Pienso sólo en la sangre inocente que ha manchado la plazuela; en la que la
manchará todavía. ¡Un ser que como el hombre no puede vivir sin matar, tiene la
osadía, la incomprensible vanidad de presumirse perfecto!
Un
tablado se levanta en un lado de la plazuela: la tablazón desnuda manifiesta
que el reo no es noble. ¿Qué quiere decir un reo noble? ¿Qué quiere decir
garrote vil? Quiere decir indudablemente que no hay idea positiva ni sublime
que el hombre no impregne de ridiculeces.
Mientras
estas reflexiones han vagado por mi imaginación, el reo ha llegado al patíbulo;
en el día no son ya tres palos de que pende la vida del hombre; es un palo
sólo; esta diferencia esencial de la horca al garrote me recordaba la fábula de
los Carneros de Casti, a quienes su amo proponía, no si debían morir, sino si
debían morir cocidos o asados. Sonreíame todavía de este pequeño recuerdo,
cuando las cabezas de todos, vueltas al lugar de la escena, me pusieron delante
que había llegado el momento de la catástrofe; el que sólo había robado acaso a
la sociedad, iba a ser muerto por ella; la sociedad también da ciento por uno: si
había hecho mal matando a otro, la sociedad iba a hacer bien matándole a él.
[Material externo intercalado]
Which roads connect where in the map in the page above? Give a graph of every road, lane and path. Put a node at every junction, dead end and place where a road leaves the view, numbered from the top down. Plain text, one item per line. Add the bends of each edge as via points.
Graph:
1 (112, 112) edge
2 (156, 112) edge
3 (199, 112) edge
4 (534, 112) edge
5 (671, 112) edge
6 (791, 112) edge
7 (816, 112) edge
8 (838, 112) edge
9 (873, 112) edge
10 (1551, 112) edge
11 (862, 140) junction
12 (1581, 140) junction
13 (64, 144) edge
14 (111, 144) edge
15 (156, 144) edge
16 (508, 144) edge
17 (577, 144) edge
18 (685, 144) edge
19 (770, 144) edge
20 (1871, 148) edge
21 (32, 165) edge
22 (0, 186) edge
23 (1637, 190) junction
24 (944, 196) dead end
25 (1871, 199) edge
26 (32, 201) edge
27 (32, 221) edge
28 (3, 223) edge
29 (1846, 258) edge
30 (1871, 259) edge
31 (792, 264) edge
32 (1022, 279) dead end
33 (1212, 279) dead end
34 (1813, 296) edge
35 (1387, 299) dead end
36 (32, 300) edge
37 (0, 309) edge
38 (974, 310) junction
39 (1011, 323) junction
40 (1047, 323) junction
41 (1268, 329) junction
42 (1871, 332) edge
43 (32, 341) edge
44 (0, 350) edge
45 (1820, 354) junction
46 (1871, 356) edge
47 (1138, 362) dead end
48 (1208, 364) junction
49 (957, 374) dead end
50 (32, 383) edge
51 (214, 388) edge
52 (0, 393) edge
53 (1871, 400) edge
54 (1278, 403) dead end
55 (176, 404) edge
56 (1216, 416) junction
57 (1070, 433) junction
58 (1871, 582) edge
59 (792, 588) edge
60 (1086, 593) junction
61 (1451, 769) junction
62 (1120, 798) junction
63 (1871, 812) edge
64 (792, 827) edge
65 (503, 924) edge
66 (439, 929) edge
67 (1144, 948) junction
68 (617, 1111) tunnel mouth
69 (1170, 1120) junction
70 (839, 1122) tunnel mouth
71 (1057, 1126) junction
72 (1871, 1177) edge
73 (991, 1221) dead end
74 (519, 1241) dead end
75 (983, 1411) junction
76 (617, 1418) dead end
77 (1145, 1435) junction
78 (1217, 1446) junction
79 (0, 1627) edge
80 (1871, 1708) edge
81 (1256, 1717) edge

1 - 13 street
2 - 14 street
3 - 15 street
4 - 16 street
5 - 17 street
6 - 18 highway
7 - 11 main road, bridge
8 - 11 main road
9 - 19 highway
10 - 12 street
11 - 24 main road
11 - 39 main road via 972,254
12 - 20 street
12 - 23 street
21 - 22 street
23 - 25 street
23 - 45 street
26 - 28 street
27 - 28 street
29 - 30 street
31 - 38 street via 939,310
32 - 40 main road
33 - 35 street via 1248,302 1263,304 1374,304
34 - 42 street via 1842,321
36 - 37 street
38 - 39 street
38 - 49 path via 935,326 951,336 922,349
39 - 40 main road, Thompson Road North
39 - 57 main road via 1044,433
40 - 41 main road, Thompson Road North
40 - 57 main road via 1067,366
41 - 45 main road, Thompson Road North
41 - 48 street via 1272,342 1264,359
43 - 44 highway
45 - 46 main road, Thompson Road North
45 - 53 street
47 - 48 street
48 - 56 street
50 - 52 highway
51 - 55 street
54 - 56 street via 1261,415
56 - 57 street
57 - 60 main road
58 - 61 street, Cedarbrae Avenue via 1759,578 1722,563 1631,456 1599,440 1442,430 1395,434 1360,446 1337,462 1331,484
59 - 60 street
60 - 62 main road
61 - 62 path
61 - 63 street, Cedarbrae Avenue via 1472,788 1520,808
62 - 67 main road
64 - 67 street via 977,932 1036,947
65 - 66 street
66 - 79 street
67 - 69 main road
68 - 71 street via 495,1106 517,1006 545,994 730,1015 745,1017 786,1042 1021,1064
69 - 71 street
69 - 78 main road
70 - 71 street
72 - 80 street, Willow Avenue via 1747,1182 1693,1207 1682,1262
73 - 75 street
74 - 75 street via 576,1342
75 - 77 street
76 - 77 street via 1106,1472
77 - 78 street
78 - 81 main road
Un
mal se iba a remediar con dos. El reo se sentó por fin. ¡Horrible asiento! Miré
el reloj: las doce y diez minutos; el hombre vivía aún... De allí a un momento
una lúgubre campanada de San Millán, semejante el estruendo de las puertas de
la eternidad que se abrían, resonó por la plazuela; el hombre no existía ya;
todavía no eran las doce y once minutos. «La sociedad –exclamé– estará ya
satisfecha: ya ha muerto un hombre.»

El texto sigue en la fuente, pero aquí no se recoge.